L’homme à l’écran resta silencieux. Ses yeux étaient remplis d’une haine froide tandis qu’il fixait l’horizon.

"Je n’ai pas besoin de te rappeler que je peux forcer ton IA à parler, n’est-ce pas ?" demanda finalement Anderson.

"Tu n’en as pas besoin," répondit Phineas. "Mais étant donné que tu me gardes pour pouvoir parler à une version non-modifiée de mon IA, je doute que tu le fasses vraiment. Enfin, que me vaut le plaisir ?"

"J’ai recyclé le Sacre que j’utilisais pour te représenter, comme tu me l’as demandé. Est-ce qu’il y a quelque chose d’autre que je puisse faire pour toi ? Mets-toi à l’aise. Absolument tout est possible dans ton espace."

"Quel intérêt ?" demanda Phineas. "Albert Frostman est mort. Tu l’as tué toi-même. Je suis juste un programme fait pour simuler ses pensées aussi précisément que possible. Je ne suis pas réel !"

"Tu es assez réel dans ton monde virtuel, et avec une connexion internet tu serais assez réel dans ce monde aussi."

"Mais tu ne veux pas me donner accès à internet pour des raisons évidentes, donc ça me laisse roi de ma propre dimension de poche. Un vrai Ozymandias ! Regarde mes œuvres et tremble !"

L’arrière-plan autour de Phineas passa au noir, le laissant debout, seul dans un espace vide.

"Tu pourrais tout aussi bien m’effacer, parce que toute cette comédie a bien assez duré."

"Je ne vais pas t’effacer, Phineas," murmura Anderson. "J’ai besoin de toi…"

"Bordel, de merde, Vince ! Tu es toujours tellement putain d’égoïste !" cria Phineas. "Tu as laissé ta femme et ta fille pour suivre tes rêves seul, tu as tué ton meilleur ami pour avoir eu une opinion contraire quant à la direction vers laquelle tu dirigeais l’entreprise qu’il a aidé à fonder, et maintenant tu as enfermé une reconstruction de ses souvenirs dans une prison virtuelle pour toujours ! Tu n’es peut-être pas la pire personne à avoir traîné son pauvre cul sur cette planète, mais tu es pour sûr un mauvais homme !"

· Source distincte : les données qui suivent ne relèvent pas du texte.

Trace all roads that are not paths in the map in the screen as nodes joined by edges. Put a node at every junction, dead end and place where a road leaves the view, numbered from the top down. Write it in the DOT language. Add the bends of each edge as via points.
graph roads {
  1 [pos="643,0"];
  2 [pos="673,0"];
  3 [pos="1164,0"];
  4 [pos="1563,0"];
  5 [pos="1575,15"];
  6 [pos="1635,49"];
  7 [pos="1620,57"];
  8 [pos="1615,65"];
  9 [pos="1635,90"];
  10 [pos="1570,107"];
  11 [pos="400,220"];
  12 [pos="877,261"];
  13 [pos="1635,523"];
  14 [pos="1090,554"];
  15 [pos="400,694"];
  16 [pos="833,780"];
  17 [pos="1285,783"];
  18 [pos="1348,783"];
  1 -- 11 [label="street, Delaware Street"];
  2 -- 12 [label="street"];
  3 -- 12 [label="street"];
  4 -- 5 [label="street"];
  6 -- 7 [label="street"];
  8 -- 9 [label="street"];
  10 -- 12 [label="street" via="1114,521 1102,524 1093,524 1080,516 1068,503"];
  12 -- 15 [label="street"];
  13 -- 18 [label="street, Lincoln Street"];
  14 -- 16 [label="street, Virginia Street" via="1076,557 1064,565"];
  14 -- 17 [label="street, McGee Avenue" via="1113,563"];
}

"Je ne suis pas égoïste," murmura faiblement Anderson en réponse. "Je suis un homme généreux…"

"C’est ça qui est beau," Phineas ricana. "C’est toujours de l’égoïsme. Tu fais ces choses horribles à des gens, puis tu vas te balader en ville en faisant des bonnes actions car tu penses qu’elles sont un moyen d’équilibrer ton karma et de calmer ta conscience. Finalement, il n’y a rien d’altruiste là-dedans. Tu es juste un homme frustré et seul qui est devenu tellement détaché du monde dans lequel il vit que -"

Anderson retira la clé USB du moniteur. L'écran devint immédiatement noir.

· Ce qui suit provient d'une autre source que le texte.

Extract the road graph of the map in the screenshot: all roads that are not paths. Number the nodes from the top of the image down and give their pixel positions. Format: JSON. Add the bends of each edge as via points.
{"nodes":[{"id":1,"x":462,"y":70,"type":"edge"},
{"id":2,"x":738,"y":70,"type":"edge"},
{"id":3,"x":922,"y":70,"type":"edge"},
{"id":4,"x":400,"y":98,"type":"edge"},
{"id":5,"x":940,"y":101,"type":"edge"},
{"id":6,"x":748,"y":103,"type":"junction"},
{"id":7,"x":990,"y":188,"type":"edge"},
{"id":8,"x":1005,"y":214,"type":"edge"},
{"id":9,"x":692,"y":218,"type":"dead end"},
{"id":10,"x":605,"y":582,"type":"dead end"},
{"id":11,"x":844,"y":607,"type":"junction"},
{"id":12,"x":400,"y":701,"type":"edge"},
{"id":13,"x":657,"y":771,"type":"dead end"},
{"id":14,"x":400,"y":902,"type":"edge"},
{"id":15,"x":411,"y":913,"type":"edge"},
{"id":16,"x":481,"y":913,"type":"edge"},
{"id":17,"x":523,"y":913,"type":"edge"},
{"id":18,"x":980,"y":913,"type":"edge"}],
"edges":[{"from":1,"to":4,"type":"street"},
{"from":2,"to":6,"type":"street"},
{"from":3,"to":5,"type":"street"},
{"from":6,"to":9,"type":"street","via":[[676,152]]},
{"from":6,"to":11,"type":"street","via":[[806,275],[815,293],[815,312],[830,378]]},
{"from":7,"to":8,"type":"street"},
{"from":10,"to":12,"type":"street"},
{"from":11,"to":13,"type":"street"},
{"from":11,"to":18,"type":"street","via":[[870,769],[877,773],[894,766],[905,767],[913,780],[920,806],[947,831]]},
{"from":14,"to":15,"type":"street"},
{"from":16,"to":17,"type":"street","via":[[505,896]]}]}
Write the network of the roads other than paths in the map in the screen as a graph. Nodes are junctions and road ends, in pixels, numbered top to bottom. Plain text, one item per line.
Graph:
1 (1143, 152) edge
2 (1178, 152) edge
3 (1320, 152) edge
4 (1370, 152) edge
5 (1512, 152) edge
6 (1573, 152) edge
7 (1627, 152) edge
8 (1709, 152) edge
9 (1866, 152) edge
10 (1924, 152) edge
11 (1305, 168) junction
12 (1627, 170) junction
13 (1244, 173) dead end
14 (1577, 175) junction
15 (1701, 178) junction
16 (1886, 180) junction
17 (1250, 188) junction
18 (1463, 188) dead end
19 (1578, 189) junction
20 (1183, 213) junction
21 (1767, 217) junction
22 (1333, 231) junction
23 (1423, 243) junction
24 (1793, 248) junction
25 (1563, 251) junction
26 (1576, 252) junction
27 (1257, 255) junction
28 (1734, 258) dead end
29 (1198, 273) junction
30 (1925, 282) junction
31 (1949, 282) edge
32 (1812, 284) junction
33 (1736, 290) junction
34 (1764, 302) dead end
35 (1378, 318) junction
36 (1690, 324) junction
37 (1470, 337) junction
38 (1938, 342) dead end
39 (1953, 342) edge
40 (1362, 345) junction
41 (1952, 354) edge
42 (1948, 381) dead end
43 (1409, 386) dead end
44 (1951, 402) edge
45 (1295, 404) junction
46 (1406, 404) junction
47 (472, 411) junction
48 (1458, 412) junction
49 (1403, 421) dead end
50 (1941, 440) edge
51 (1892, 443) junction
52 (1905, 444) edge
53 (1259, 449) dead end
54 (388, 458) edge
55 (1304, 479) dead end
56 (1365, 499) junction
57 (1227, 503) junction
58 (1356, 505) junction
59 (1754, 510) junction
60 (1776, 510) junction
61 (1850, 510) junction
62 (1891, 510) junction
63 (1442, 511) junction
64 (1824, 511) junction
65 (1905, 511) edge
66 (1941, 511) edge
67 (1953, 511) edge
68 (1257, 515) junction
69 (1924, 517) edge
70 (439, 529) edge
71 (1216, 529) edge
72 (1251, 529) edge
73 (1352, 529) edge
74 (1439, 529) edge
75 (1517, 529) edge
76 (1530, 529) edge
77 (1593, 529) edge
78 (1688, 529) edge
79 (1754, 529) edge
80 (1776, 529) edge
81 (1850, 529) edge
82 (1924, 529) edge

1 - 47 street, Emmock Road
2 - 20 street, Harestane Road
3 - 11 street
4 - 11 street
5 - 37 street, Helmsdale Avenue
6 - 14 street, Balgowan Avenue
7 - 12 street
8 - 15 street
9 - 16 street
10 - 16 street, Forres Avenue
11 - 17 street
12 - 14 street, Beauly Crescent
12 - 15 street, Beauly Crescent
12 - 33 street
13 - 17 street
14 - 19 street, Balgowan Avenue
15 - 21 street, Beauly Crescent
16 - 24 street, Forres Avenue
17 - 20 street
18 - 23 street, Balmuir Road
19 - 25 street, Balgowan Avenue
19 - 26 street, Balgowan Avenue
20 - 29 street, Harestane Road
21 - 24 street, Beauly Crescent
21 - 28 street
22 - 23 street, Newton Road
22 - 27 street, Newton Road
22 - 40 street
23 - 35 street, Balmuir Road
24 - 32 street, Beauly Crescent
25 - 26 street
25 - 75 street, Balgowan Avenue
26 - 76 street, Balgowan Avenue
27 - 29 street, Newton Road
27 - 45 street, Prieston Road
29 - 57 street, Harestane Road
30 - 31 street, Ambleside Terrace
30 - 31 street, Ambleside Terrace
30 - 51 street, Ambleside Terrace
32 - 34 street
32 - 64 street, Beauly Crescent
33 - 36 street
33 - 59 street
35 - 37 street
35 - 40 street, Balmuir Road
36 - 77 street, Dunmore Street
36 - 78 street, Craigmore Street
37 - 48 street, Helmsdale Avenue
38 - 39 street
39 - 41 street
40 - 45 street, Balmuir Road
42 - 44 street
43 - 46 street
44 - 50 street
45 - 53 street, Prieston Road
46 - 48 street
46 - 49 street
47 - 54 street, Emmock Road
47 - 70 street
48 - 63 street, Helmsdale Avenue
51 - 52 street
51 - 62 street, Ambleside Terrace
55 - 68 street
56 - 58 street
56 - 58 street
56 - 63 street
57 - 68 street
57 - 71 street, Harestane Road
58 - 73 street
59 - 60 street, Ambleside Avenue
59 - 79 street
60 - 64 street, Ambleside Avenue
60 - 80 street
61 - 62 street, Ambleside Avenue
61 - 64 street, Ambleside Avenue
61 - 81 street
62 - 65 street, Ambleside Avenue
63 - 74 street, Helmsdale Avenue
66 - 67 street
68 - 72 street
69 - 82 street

"Une discussion sympathique, mon vieil ami…"

Anderson mit sa tête entre ses mains et resta assis en silence. Sur son bureau, Benny le regardait d'un œil curieux, et lui fit un petit ronronnement lorsqu'Anderson caressa doucement le haut du droïde avec son doigt.

"Je suis un homme généreux, n'est-ce pas ?"

Le petit droide acquiesça. Un petit sourire fatigué apparut sur les lèvres d'Anderson.

"Tu sais toujours quoi dire."

Anderson attrapa un masque de tragédie en argent posé sur son bureau, et le plaça sur son visage. Il lui donna une pichenette et le masque passa à la comédie. Il tendit sa main pour permettre au petit droïde de grimper sur son bras et de se percher sur son épaule, puis se leva et se dirigea vers la porte.

"Allons voir comment Mlle Quinn s'en sort avec ses nouvelles jambes," dit Anderson. Le petit droïde acquiesça et pointa une jambe en avant.

"Je parie qu'elle va dire qu'elle les adore. Tout le monde dit ça. Tout le monde adore Anderson."